Economists at the virtual conference ‘Into the Metaverse’ painted a gloomy picture of a watershed moment for the global and regional economy, as mounting geopolitical and social problems are dimming the economic outlook for next year.
Economist David McWilliams argued that the world is reaching the end of an economic supercycle, a sustained period of economic expansion.
He described the current cycle as the tail end of a 40-year period that started with Ronald Reagan and Margaret Thatcher. It entails the opening up of China, the fall of the Iron Curtain and the end of communism, as well as the emergence of new technologies.
It is a general cycle of disinflation and the globalisation of supply chains.
It also is, the Irish economist said, the end of a period of naivety and the presumption that everyone is going to turn into “nice Europeans or nice Americans” and that there is only going to be one ideology that would emanate from monetarism.
The world is now getting a reality check, in terms of the naivety that the United States and China are always going to be friends, that Russia is not the enemy of Europe, that technology is only a force for good, that there is always going to be cheap money, cheap energy and cheap labour, and that inflation will remain low.

It is the kind of tipping point that repeats in history, McWilliams said, comparing it to a period in the 1920s after the Spanish flu, and adding that it has been “experienced by our parents and grandparents”.
“The issue is, how do we deal with it? How do we deal with all this incoming, economic, social, political problems?”
Shrinking away from the challenge will only lead to emergence of bad actors, he said.
McWilliams estimates that the potential for recession in the United States “is enormous”, despite very low levels of unemployment.
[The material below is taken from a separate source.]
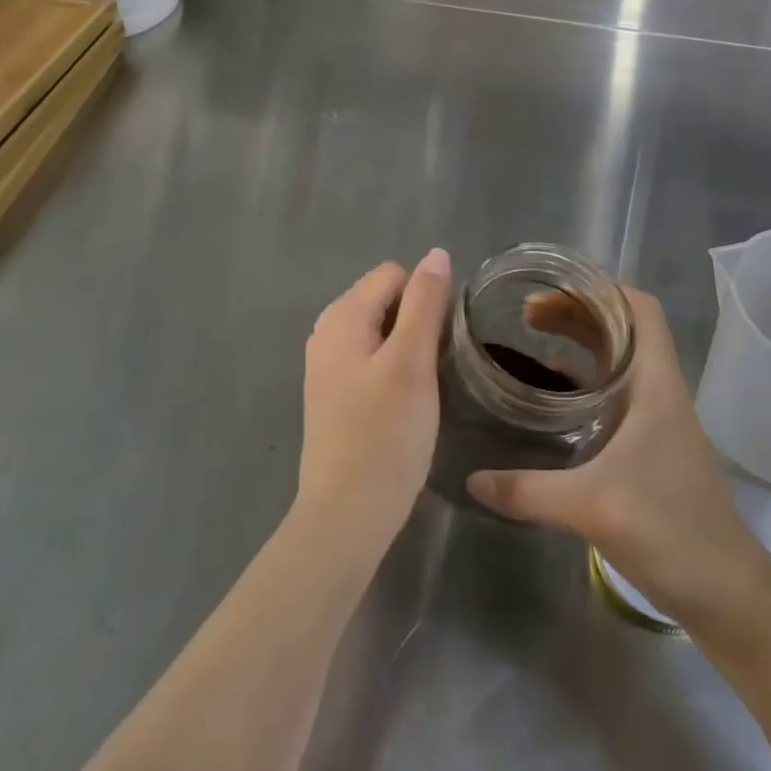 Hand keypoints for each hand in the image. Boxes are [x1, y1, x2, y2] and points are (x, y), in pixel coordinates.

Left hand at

He believes the US “will take it much slower than people imagined”, while for Europe the big issue going forward will be Russia and its war in Ukraine.
Weaker global growth
Against this backdrop of heightened uncertainty and a more complicated geopolitical picture, conference host Marla Dukharan noted that countries in the Caribbean will have to contend with much weaker global growth for the foreseeable future.
The economist from Trinidad, who is based in Barbados, said “things are going to be difficult” for economies that are heavily reliant on trade, remittance flows, tourism and foreign direct investment.
“All of those countries are slowing down,” she said. “We’re really not going to see the kind of growth that we saw in the run-up to the pandemic, not for a few years.”
Unlike other Caribbean countries, the Cayman Islands only saw a relatively moderate contraction during the pandemic, due to its reliance on financial services, and the economy has been growing positively since last year, she noted.
For the first quarter of this year, Cayman’s economy grew 3.8%, with projected growth for this year around 3.4%. The total labour force increased in the first half of 2022 by about 12%.
The Economics and Statistics Office forecasts 3% growth for 2023, Dukharan added.